### Work to complete
The required output is a verbatim transcription of the listing, pictures excluded.

--

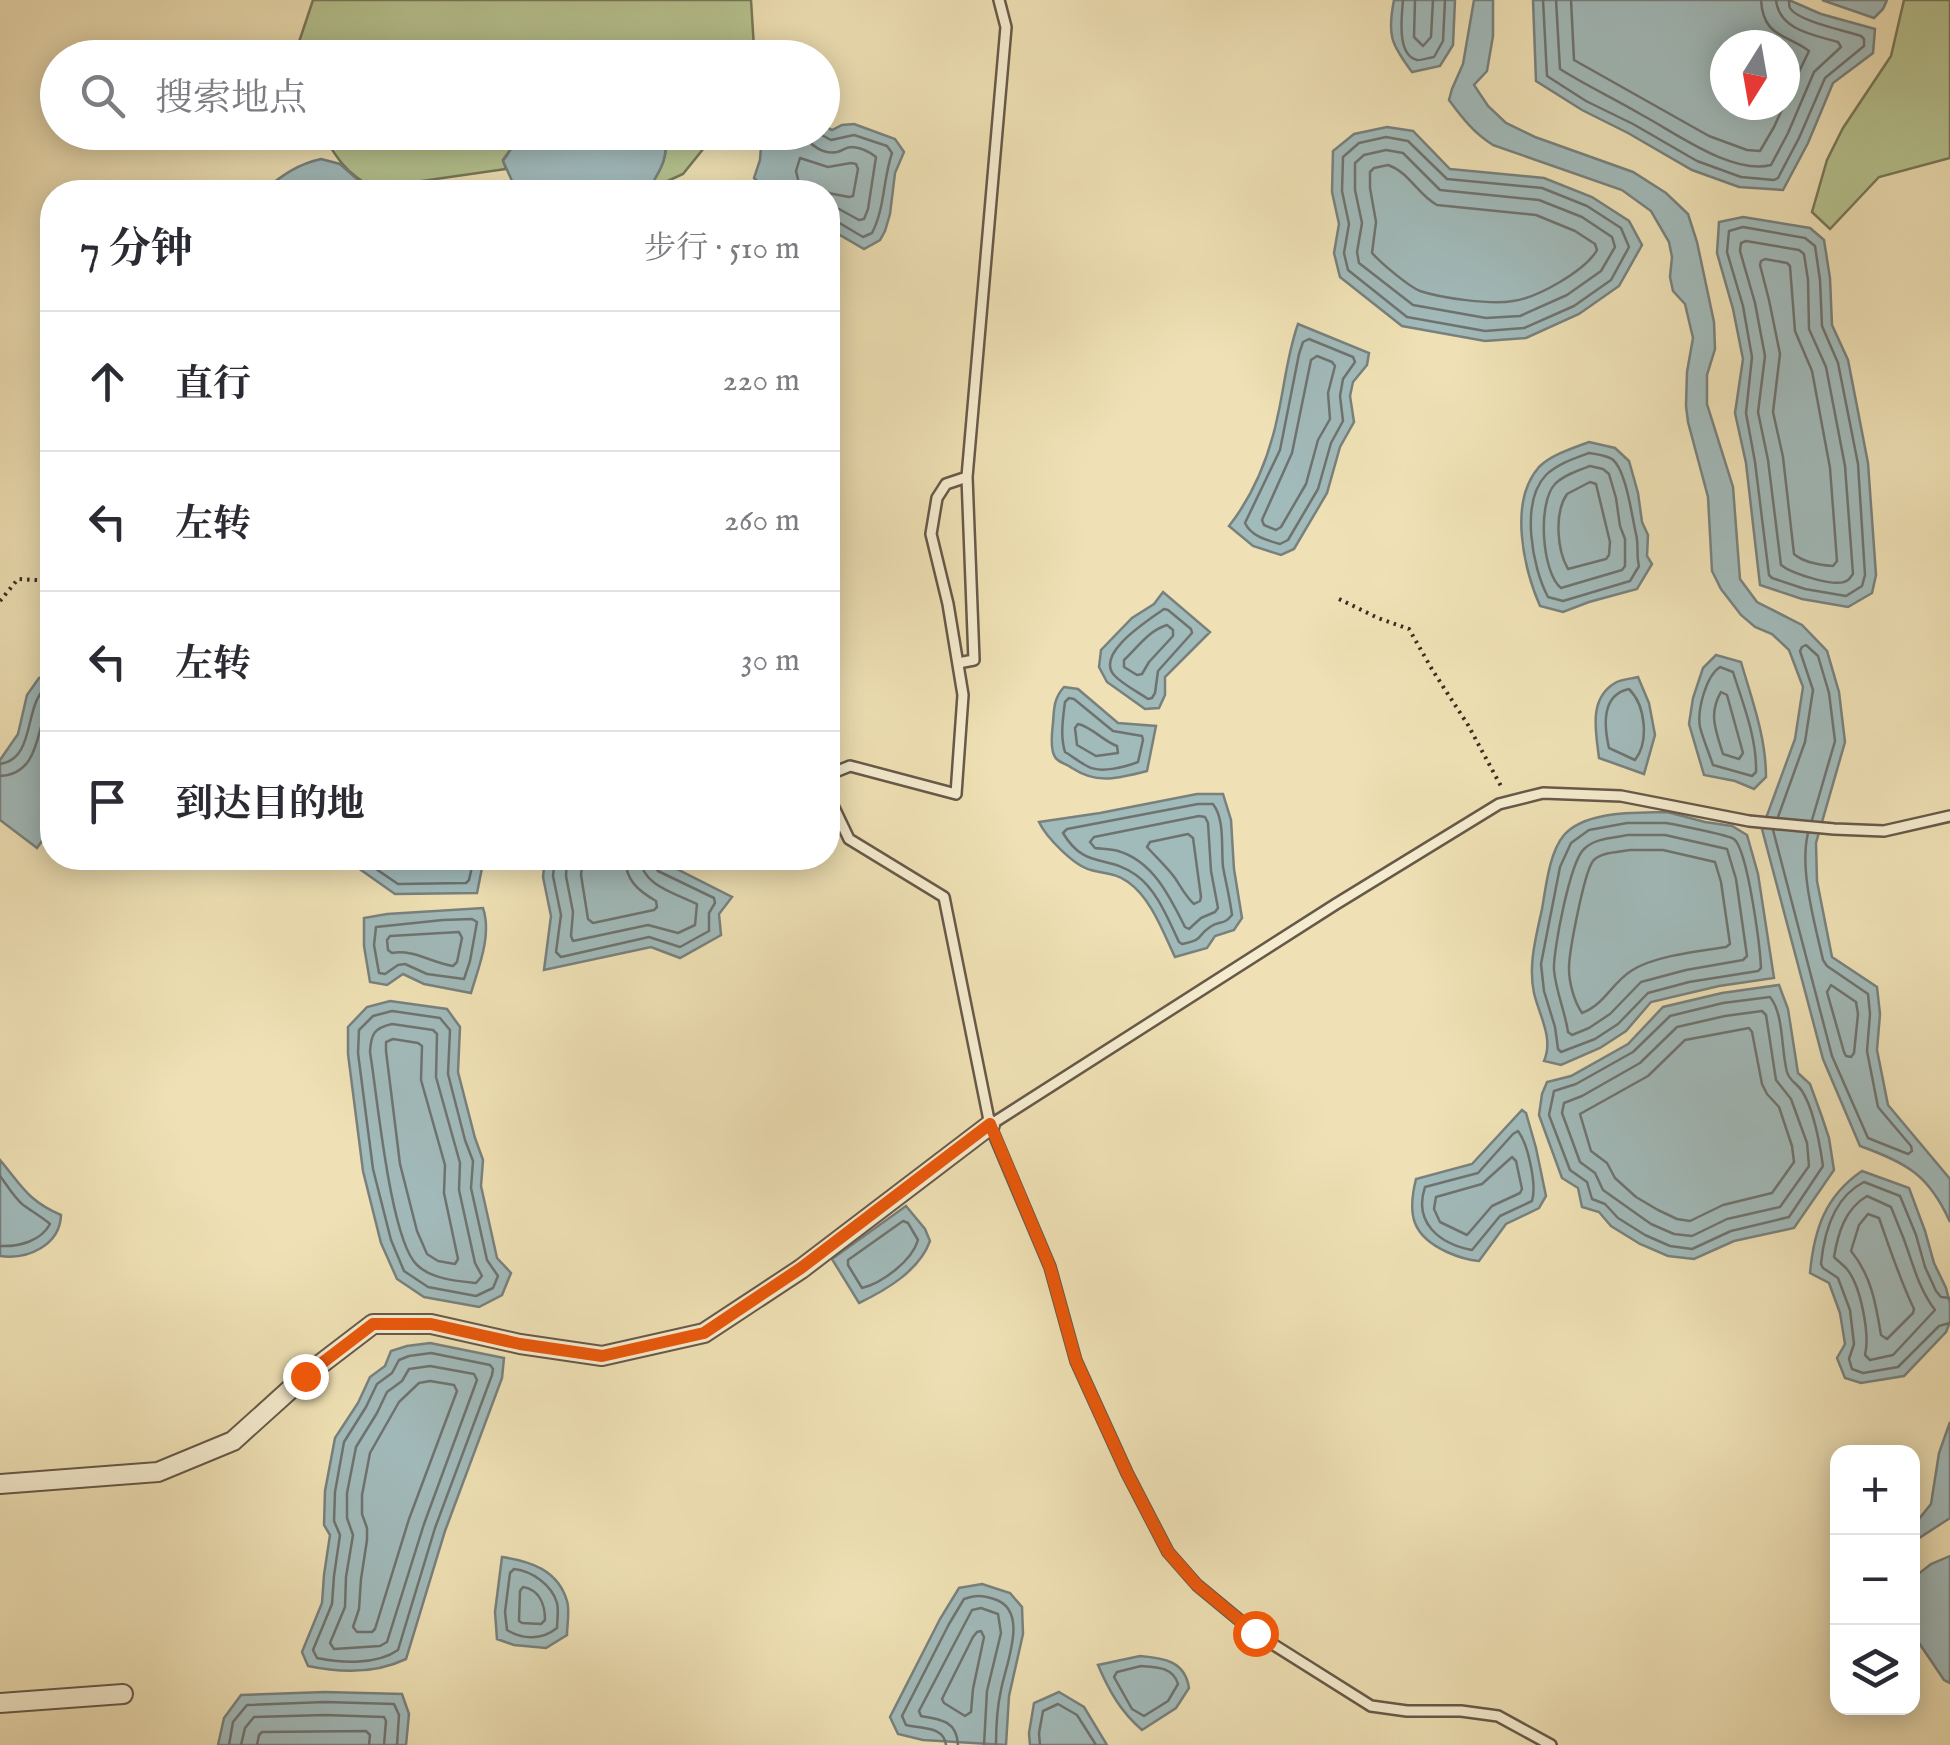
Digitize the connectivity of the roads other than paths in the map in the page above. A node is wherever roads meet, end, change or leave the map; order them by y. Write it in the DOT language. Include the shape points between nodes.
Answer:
graph roads {
  1 [pos="1000,0"];
  2 [pos="967,477"];
  3 [pos="958,663"];
  4 [pos="840,770"];
  5 [pos="1950,816"];
  6 [pos="840,822"];
  7 [pos="990,1124"];
  8 [pos="0,1484"];
  9 [pos="123,1694"];
  10 [pos="0,1702"];
  11 [pos="1551,1745"];
  1 -- 2 [label="lane" via="1006,28"];
  2 -- 3 [label="lane" via="974,660"];
  2 -- 3 [label="lane" via="946,484 937,498 931,534"];
  3 -- 4 [label="lane" via="963,695 956,794 850,766"];
  5 -- 7 [label="lane" via="1884,831 1834,830 1621,796 1543,793 1508,801"];
  6 -- 7 [label="lane" via="848,839 944,897"];
  7 -- 8 [label="street" via="704,1333 602,1356 431,1324 373,1324 234,1441 158,1472"];
  7 -- 11 [label="lane" via="1050,1267 1076,1361 1168,1552 1197,1585 1255,1633 1371,1706 1498,1716"];
  9 -- 10 [label="street"];
}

--

### Exercise result
Digitize the connectivity of the roads other than paths in the map in the page above. A node is wherever roads meet, end, change or leave the map; order them by y. Write it in the DOT language. Include the shape points between nodes.
Answer:
graph roads {
  1 [pos="1000,0"];
  2 [pos="967,477"];
  3 [pos="958,663"];
  4 [pos="840,770"];
  5 [pos="1950,816"];
  6 [pos="840,822"];
  7 [pos="990,1124"];
  8 [pos="0,1484"];
  9 [pos="123,1694"];
  10 [pos="0,1702"];
  11 [pos="1551,1745"];
  1 -- 2 [label="lane" via="1006,28"];
  2 -- 3 [label="lane" via="974,660"];
  2 -- 3 [label="lane" via="946,484 937,498 931,534"];
  3 -- 4 [label="lane" via="963,695 956,794 850,766"];
  5 -- 7 [label="lane" via="1884,831 1834,830 1621,796 1543,793 1508,801"];
  6 -- 7 [label="lane" via="848,839 944,897"];
  7 -- 8 [label="street" via="704,1333 602,1356 431,1324 373,1324 234,1441 158,1472"];
  7 -- 11 [label="lane" via="1050,1267 1076,1361 1168,1552 1197,1585 1255,1633 1371,1706 1498,1716"];
  9 -- 10 [label="street"];
}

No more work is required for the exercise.